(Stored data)
Start of Block

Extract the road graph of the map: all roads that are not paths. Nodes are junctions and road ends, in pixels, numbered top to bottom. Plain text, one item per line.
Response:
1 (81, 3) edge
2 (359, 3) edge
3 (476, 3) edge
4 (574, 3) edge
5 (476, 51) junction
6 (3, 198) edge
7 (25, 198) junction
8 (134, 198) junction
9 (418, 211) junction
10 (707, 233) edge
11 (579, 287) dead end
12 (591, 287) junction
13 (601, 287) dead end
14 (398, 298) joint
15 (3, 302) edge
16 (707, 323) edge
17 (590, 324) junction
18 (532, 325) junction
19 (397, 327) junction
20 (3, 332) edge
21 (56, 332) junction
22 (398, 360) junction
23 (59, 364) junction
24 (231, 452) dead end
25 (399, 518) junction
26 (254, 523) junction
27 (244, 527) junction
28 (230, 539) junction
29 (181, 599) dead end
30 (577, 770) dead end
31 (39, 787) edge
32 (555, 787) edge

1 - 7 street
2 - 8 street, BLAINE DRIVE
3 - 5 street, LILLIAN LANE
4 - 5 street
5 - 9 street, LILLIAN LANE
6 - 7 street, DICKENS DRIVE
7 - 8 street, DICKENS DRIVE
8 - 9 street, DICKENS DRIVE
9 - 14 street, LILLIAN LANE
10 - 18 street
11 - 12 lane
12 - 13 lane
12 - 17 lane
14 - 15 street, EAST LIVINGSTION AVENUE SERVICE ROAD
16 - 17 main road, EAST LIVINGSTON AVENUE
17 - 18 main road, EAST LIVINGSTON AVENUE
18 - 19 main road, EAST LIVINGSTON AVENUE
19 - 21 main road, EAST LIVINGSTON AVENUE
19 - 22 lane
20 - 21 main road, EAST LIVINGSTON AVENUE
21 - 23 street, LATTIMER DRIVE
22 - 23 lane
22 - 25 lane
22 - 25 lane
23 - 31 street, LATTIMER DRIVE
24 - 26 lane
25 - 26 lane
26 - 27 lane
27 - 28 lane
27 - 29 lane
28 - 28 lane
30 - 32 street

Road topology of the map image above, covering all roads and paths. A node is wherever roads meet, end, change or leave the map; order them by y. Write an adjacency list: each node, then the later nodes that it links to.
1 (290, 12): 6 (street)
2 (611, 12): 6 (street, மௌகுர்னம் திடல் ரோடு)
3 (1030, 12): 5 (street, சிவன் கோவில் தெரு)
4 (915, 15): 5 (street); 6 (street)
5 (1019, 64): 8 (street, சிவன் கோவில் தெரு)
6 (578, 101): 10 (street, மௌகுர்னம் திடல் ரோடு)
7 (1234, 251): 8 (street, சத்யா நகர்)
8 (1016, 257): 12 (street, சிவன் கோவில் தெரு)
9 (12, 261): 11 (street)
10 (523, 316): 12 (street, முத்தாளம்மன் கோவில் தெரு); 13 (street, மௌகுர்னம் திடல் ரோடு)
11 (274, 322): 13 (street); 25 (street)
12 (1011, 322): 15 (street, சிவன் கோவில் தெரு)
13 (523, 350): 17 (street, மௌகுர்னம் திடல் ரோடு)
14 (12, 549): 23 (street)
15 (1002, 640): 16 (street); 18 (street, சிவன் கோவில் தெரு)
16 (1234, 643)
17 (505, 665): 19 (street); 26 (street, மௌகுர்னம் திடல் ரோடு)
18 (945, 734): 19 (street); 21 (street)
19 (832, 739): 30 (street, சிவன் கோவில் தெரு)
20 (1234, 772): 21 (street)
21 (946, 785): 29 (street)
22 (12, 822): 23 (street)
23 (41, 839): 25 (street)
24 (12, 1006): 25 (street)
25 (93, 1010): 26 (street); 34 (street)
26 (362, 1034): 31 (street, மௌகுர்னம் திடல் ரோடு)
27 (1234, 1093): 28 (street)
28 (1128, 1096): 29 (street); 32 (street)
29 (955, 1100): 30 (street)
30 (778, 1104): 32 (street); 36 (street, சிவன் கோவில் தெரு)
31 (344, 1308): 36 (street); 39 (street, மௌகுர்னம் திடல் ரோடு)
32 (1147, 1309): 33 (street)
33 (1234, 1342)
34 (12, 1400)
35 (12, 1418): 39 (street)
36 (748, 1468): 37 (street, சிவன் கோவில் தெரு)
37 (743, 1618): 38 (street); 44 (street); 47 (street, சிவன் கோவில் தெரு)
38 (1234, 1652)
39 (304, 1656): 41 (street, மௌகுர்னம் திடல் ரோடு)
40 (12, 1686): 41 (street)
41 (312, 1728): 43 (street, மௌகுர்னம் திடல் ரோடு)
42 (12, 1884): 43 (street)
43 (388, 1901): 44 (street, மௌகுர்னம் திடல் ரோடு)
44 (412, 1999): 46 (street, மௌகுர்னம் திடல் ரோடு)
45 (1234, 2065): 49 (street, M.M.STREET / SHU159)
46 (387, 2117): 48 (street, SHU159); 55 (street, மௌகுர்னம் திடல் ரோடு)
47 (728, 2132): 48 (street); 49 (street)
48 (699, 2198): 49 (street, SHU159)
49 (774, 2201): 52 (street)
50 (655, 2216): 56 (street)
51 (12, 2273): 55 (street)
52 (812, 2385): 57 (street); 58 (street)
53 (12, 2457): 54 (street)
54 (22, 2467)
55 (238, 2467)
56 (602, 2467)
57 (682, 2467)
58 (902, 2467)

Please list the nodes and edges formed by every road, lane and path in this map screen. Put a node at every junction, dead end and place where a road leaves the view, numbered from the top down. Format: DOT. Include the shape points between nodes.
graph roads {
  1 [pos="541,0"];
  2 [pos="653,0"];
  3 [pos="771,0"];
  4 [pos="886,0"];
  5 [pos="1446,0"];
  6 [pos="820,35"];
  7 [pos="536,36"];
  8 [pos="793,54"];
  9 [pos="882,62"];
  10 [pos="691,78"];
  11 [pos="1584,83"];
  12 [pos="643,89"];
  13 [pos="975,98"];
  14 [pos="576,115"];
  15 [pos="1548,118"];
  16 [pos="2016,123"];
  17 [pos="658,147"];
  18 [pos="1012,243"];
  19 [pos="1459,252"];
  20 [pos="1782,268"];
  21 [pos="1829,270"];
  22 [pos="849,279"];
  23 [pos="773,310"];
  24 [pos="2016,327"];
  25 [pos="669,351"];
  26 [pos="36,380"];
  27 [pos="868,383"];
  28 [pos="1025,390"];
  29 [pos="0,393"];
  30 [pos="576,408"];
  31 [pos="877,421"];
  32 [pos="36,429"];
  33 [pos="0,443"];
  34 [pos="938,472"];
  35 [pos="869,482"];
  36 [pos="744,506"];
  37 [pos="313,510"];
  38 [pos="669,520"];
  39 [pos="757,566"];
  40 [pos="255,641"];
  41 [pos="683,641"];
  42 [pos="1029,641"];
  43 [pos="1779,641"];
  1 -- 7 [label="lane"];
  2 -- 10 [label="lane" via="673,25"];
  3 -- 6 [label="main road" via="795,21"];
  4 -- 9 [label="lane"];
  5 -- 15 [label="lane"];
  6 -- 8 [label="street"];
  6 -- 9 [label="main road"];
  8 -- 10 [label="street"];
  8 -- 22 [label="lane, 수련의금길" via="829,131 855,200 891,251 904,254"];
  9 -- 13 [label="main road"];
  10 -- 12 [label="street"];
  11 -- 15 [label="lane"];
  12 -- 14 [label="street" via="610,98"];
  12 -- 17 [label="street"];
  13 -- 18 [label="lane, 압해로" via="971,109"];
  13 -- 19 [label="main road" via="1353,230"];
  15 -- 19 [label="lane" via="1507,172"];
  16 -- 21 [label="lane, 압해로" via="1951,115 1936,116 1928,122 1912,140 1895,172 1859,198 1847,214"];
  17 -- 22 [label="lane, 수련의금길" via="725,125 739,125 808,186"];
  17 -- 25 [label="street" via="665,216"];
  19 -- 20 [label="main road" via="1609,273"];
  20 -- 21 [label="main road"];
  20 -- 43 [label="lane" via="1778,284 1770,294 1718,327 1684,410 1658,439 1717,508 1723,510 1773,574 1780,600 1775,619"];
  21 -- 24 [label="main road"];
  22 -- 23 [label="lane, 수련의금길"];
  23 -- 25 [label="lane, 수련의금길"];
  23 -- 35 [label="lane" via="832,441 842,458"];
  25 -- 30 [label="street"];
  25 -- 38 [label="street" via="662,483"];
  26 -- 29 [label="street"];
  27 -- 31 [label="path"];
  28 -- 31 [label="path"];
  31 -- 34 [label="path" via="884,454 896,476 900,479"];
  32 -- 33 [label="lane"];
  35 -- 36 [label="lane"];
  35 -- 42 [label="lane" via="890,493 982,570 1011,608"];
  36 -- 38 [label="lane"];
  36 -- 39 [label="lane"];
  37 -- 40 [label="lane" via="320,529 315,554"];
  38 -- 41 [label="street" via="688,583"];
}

End of Block

Activity »
All lines above with the word "dead" need to be reported.

The answer »
11 (579, 287) dead end
13 (601, 287) dead end
24 (231, 452) dead end
29 (181, 599) dead end
30 (577, 770) dead end
Please list the nodes and edges formed by every road, lane and path in this map screen. Put a node at every junction, dead end and place where a road leaves the view, numbered from the top down. Format: DOT. Include the shape points between nodes.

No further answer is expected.